The literature has been inconclusive in regard to the association between patient comorbidities and complications. Schwab et al.  reviewed 953 ASD patients and found no association between any of the patient factors and major complications. Similarly, Daubs  and others have not found a correlation between comorbidities and complications [7,9,23,24]. However, others including Oldridge  have shown that patient factors such as age and comorbidities have direct correlation with complications [12, 26]. Other studies have shown correlation between surgical factors such as EBL, staging, and anterior-posterior combined approach [12,14-16]. Outside the spine literature, Duchman  identified that OR time greater than 120 minutes was associated with increased shortterm morbidity and mortality in total joint arthroplasty. In a study evaluating 104,632 vascular and general surgery cases, cases taking >95% of the upper confidence standard time limit had increased rates of complications . Infection rates have also been linked to increased OR time [29,30]. In our study we found a correlation between OR time and both major and minor complication rates, but did not find a correlation with infection.

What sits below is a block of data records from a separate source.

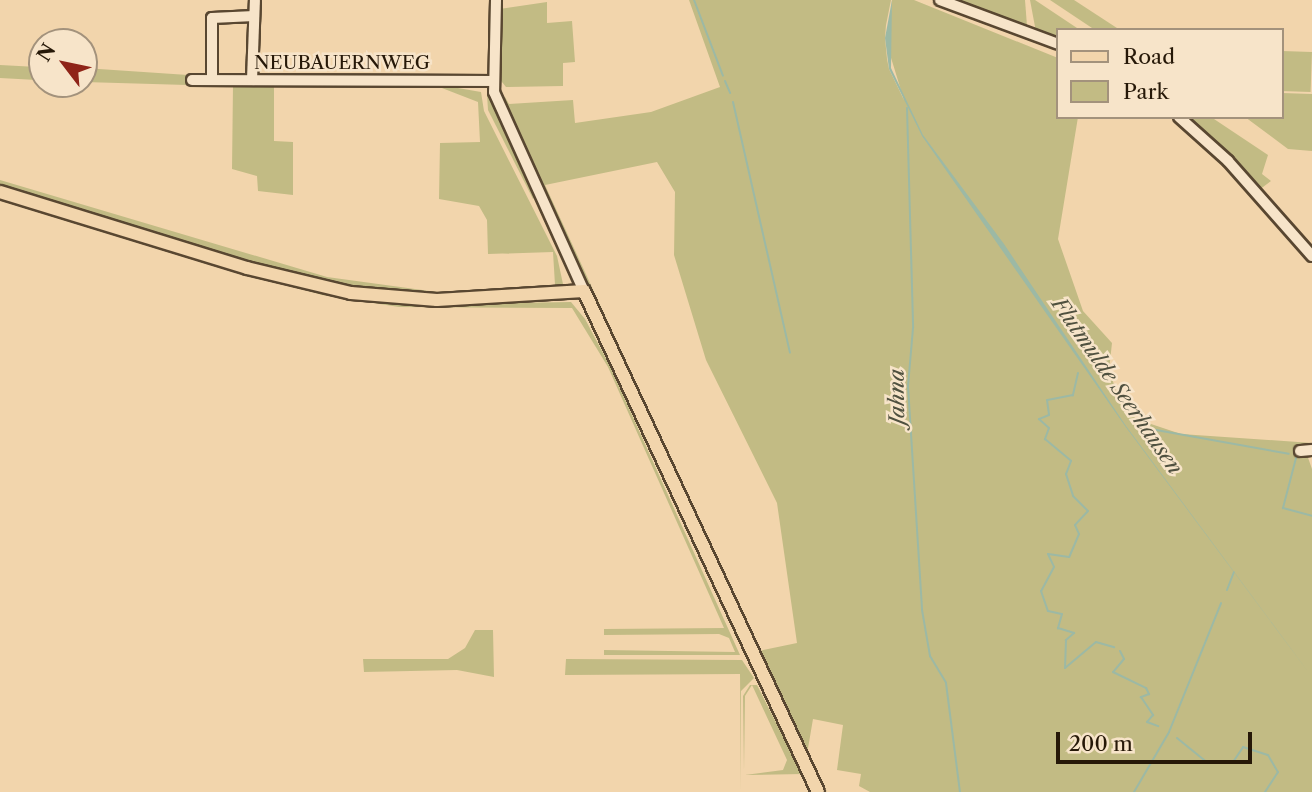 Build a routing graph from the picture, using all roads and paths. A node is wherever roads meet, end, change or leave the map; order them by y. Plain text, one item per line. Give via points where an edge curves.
1 (255, 0) edge
2 (496, 0) edge
3 (940, 0) edge
4 (254, 16) junction
5 (1056, 43) edge
6 (212, 79) junction
7 (192, 80) dead end
8 (252, 80) junction
9 (492, 81) junction
10 (1181, 119) edge
11 (0, 191) edge
12 (1312, 256) edge
13 (584, 291) junction
14 (1312, 450) edge
15 (1300, 451) dead end
16 (818, 792) edge

1 - 4 street
2 - 9 street
3 - 5 street
4 - 6 street via 212,18
4 - 8 street
6 - 7 street, NEUBAUERNWEG
6 - 8 street, NEUBAUERNWEG
8 - 9 street, NEUBAUERNWEG
9 - 13 street
10 - 12 street via 1264,200
11 - 13 main road via 342,291 437,300
13 - 16 main road
14 - 15 street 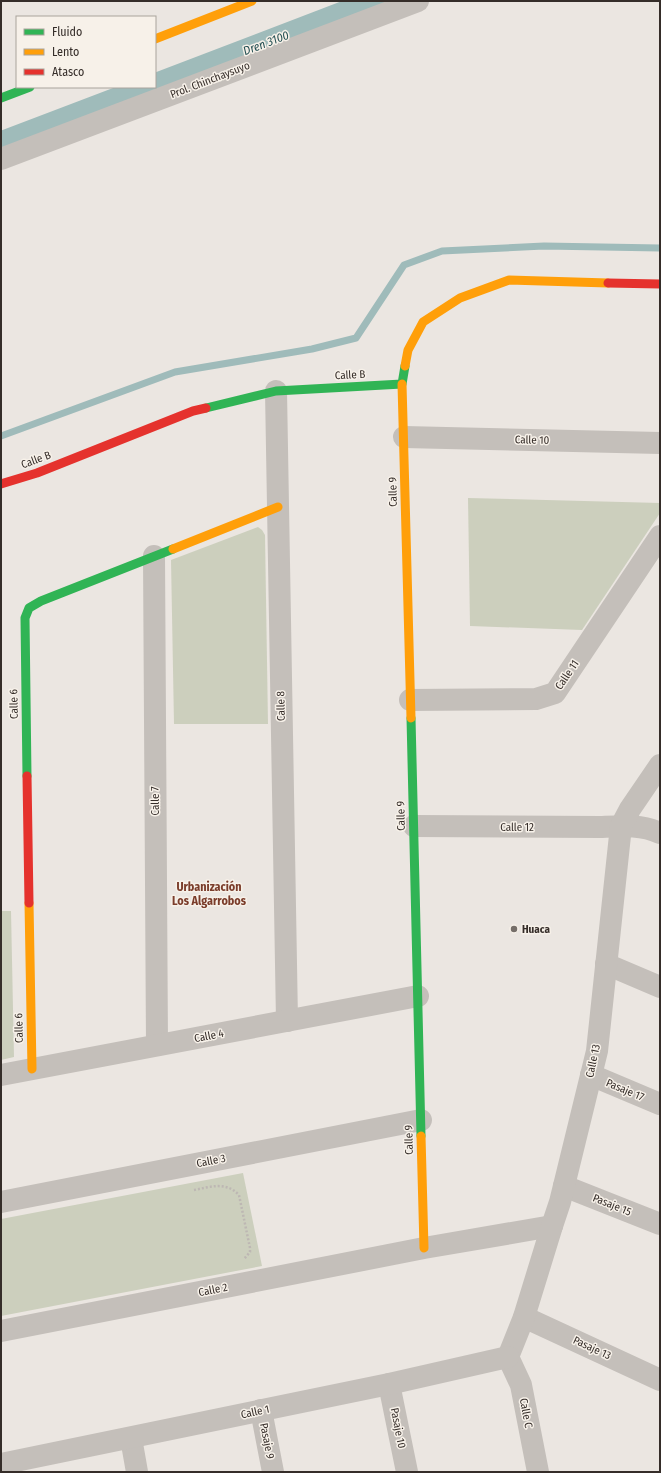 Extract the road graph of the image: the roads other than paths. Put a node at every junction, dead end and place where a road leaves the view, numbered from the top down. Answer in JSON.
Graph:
{"nodes":[{"id":1,"x":252,"y":1,"type":"edge"},
{"id":2,"x":418,"y":1,"type":"edge"},
{"id":3,"x":156,"y":38,"type":"edge"},
{"id":4,"x":27,"y":88,"type":"edge"},
{"id":5,"x":1,"y":98,"type":"edge"},
{"id":6,"x":1,"y":159,"type":"edge"},
{"id":7,"x":660,"y":284,"type":"edge"},
{"id":8,"x":402,"y":384,"type":"junction"},
{"id":9,"x":276,"y":392,"type":"junction"},
{"id":10,"x":404,"y":437,"type":"junction"},
{"id":11,"x":660,"y":443,"type":"edge"},
{"id":12,"x":1,"y":484,"type":"edge"},
{"id":13,"x":278,"y":507,"type":"junction"},
{"id":14,"x":660,"y":536,"type":"edge"},
{"id":15,"x":154,"y":556,"type":"junction"},
{"id":16,"x":410,"y":700,"type":"junction"},
{"id":17,"x":660,"y":765,"type":"edge"},
{"id":18,"x":414,"y":826,"type":"junction"},
{"id":19,"x":621,"y":826,"type":"junction"},
{"id":20,"x":660,"y":833,"type":"edge"},
{"id":21,"x":606,"y":964,"type":"junction"},
{"id":22,"x":660,"y":987,"type":"edge"},
{"id":23,"x":418,"y":996,"type":"junction"},
{"id":24,"x":286,"y":1021,"type":"junction"},
{"id":25,"x":157,"y":1045,"type":"junction"},
{"id":26,"x":32,"y":1069,"type":"junction"},
{"id":27,"x":1,"y":1075,"type":"edge"},
{"id":28,"x":591,"y":1075,"type":"junction"},
{"id":29,"x":660,"y":1104,"type":"edge"},
{"id":30,"x":421,"y":1120,"type":"junction"},
{"id":31,"x":564,"y":1186,"type":"junction"},
{"id":32,"x":1,"y":1202,"type":"edge"},
{"id":33,"x":660,"y":1224,"type":"edge"},
{"id":34,"x":552,"y":1226,"type":"junction"},
{"id":35,"x":424,"y":1248,"type":"junction"},
{"id":36,"x":524,"y":1317,"type":"junction"},
{"id":37,"x":1,"y":1331,"type":"edge"},
{"id":38,"x":508,"y":1357,"type":"junction"},
{"id":39,"x":660,"y":1380,"type":"edge"},
{"id":40,"x":389,"y":1384,"type":"junction"},
{"id":41,"x":261,"y":1410,"type":"junction"},
{"id":42,"x":130,"y":1438,"type":"junction"},
{"id":43,"x":3,"y":1467,"type":"edge"},
{"id":44,"x":137,"y":1472,"type":"edge"},
{"id":45,"x":273,"y":1472,"type":"edge"},
{"id":46,"x":407,"y":1472,"type":"edge"},
{"id":47,"x":538,"y":1472,"type":"edge"}],
"edges":[{"from":1,"to":3,"type":"street"},
{"from":2,"to":6,"type":"street","name":"Prol. Chinchaysuyo"},
{"from":4,"to":5,"type":"street"},
{"from":7,"to":8,"type":"street"},
{"from":8,"to":9,"type":"street","name":"Calle B"},
{"from":8,"to":10,"type":"street","name":"Calle 9"},
{"from":9,"to":12,"type":"street","name":"Calle B"},
{"from":9,"to":13,"type":"street","name":"Calle 8"},
{"from":10,"to":11,"type":"street","name":"Calle 10"},
{"from":10,"to":16,"type":"street","name":"Calle 9"},
{"from":13,"to":15,"type":"street","name":"Calle 6"},
{"from":13,"to":24,"type":"street","name":"Calle 8"},
{"from":14,"to":16,"type":"street","name":"Calle 11"},
{"from":15,"to":25,"type":"street","name":"Calle 7"},
{"from":15,"to":26,"type":"street","name":"Calle 6"},
{"from":16,"to":18,"type":"street","name":"Calle 9"},
{"from":17,"to":19,"type":"street","name":"Calle 13"},
{"from":18,"to":19,"type":"street","name":"Calle 12"},
{"from":18,"to":23,"type":"street","name":"Calle 9"},
{"from":19,"to":20,"type":"street","name":"Calle 12"},
{"from":19,"to":21,"type":"street","name":"Calle 13"},
{"from":21,"to":22,"type":"street"},
{"from":21,"to":28,"type":"street","name":"Calle 13"},
{"from":23,"to":24,"type":"street","name":"Calle 4"},
{"from":23,"to":30,"type":"street","name":"Calle 9"},
{"from":24,"to":25,"type":"street","name":"Calle 4"},
{"from":25,"to":26,"type":"street","name":"Calle 4"},
{"from":26,"to":27,"type":"street","name":"Calle 4"},
{"from":28,"to":29,"type":"street","name":"Pasaje 17"},
{"from":28,"to":31,"type":"street","name":"Calle 13"},
{"from":30,"to":32,"type":"street","name":"Calle 3"},
{"from":30,"to":35,"type":"street","name":"Calle 9"},
{"from":31,"to":33,"type":"street","name":"Pasaje 15"},
{"from":31,"to":34,"type":"street","name":"Calle 13"},
{"from":34,"to":35,"type":"street","name":"Calle 2"},
{"from":34,"to":36,"type":"street","name":"Calle 13"},
{"from":35,"to":37,"type":"street","name":"Calle 2"},
{"from":36,"to":38,"type":"street","name":"Calle 13"},
{"from":36,"to":39,"type":"street","name":"Pasaje 13"},
{"from":38,"to":40,"type":"street","name":"Calle 1"},
{"from":38,"to":47,"type":"street","name":"Calle C"},
{"from":40,"to":41,"type":"street","name":"Calle 1"},
{"from":40,"to":46,"type":"street","name":"Pasaje 10"},
{"from":41,"to":42,"type":"street","name":"Calle 1"},
{"from":41,"to":45,"type":"street","name":"Pasaje 9"},
{"from":42,"to":43,"type":"street","name":"Calle 1"},
{"from":42,"to":44,"type":"street"}]} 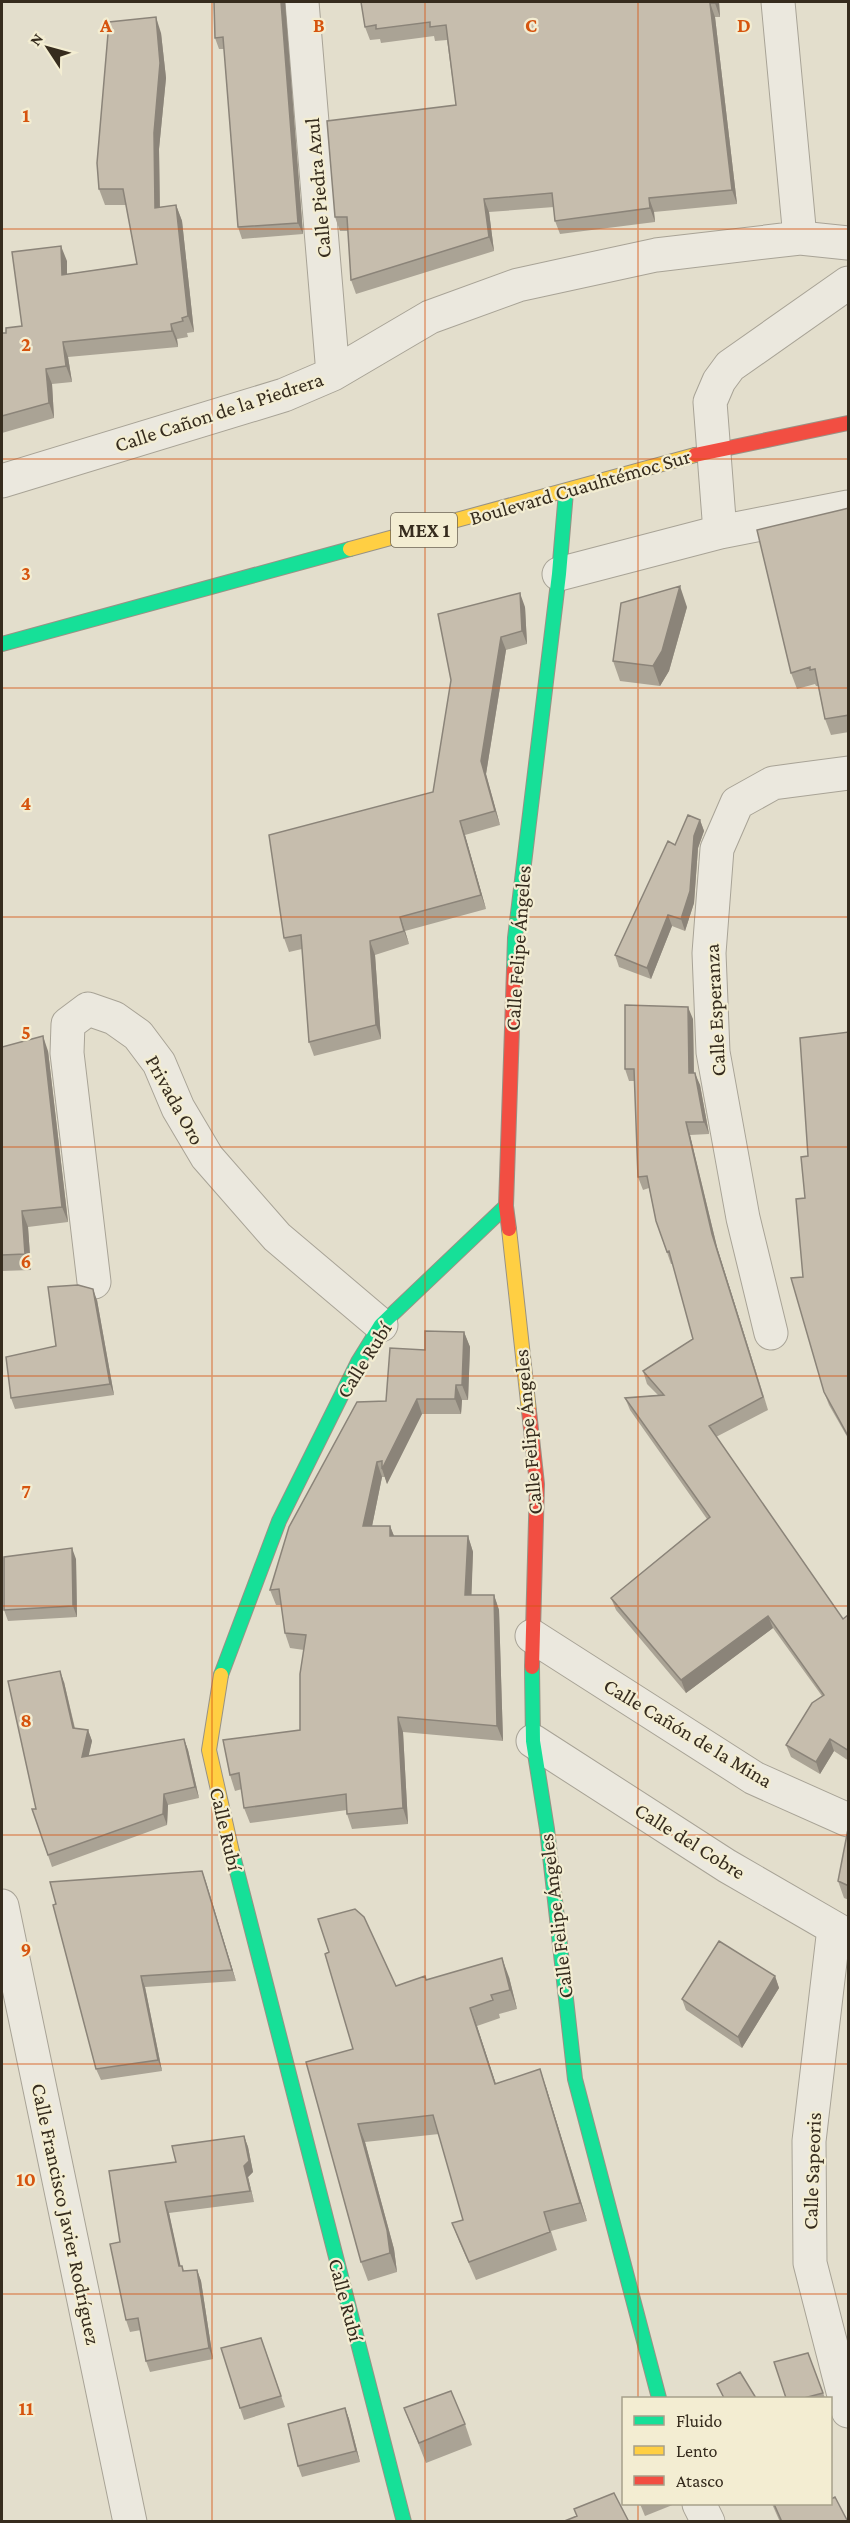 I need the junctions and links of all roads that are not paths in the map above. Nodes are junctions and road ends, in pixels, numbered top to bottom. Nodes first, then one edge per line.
1 (302, 2) edge
2 (778, 2) edge
3 (800, 238) junction
4 (849, 243) edge
5 (849, 283) edge
6 (333, 374) junction
7 (849, 423) edge
8 (712, 450) junction
9 (2, 481) edge
10 (566, 492) junction
11 (849, 507) edge
12 (720, 532) junction
13 (559, 574) junction
14 (2, 644) edge
15 (849, 773) edge
16 (506, 1206) junction
17 (94, 1282) dead end
18 (381, 1325) junction
19 (771, 1334) dead end
20 (532, 1636) junction
21 (533, 1742) junction
22 (849, 1820) edge
23 (2, 1906) edge
24 (841, 1932) edge
25 (659, 2397) edge
26 (849, 2411) edge
27 (700, 2505) edge
28 (130, 2522) edge
29 (404, 2522) edge
30 (708, 2522) edge

1 - 6 street, Calle Piedra Azul
2 - 3 street
3 - 4 street, Calle Cañon de la Piedrera
3 - 6 street, Calle Cañon de la Piedrera
5 - 8 street
6 - 9 street, Calle Cañon de la Piedrera
7 - 8 street, Boulevard Cuauhtémoc Sur / MEX 1
8 - 10 street, Boulevard Cuauhtémoc Sur / MEX 1
8 - 12 street
10 - 13 street, Calle Felipe Ángeles
10 - 14 street, Boulevard Cuauhtémoc Sur / MEX 1
11 - 12 street
12 - 13 street
13 - 16 street, Calle Felipe Ángeles
15 - 19 street, Calle Esperanza
16 - 18 street, Calle Rubí
16 - 20 street, Calle Felipe Ángeles
17 - 18 street, Privada Oro
18 - 29 street, Calle Rubí
20 - 21 street, Calle Felipe Ángeles
20 - 22 street, Calle Cañón de la Mina
21 - 24 street, Calle del Cobre
21 - 25 street, Calle Felipe Ángeles
23 - 28 street, Calle Francisco Javier Rodríguez
24 - 26 street, Calle Sapeoris
27 - 30 street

Many patient factors cannot be changed, however, surgical factors such as OR time can potentially be modified. Identifying the duration of surgery as a modifiable risk factor in such manner can thus allow for implementation of strategies to reduce the duration, as is seen with dual attending surgeon performance of complex ASD surgeries or consideration of a staged surgical approach as reported by Anand et al.  and Ames et al. . The primary limitation of this study is the retrospective design. We controlled for number of levels and three column osteotomies since these have direct impact on the length of surgery. The numbers of patients at the extremes of the duration of surgery were small limiting the power of the study to detect any potential associations at these time points. This may be particularly relevant for the cases with longer durations (>9 hours) given the dramatic increase in significant associations between OR time and complications at the 7 and 8 hour time points.
This study identified OR time as an independent risk factor for complications in surgical management of ASD after controlling for number of levels fused and three column osteotomies. Surgeries greater than 6 hours have a substantial increase in the number of significant associations of various complications. Steps to reduce surgical time may have significant effect on reducing complication rates.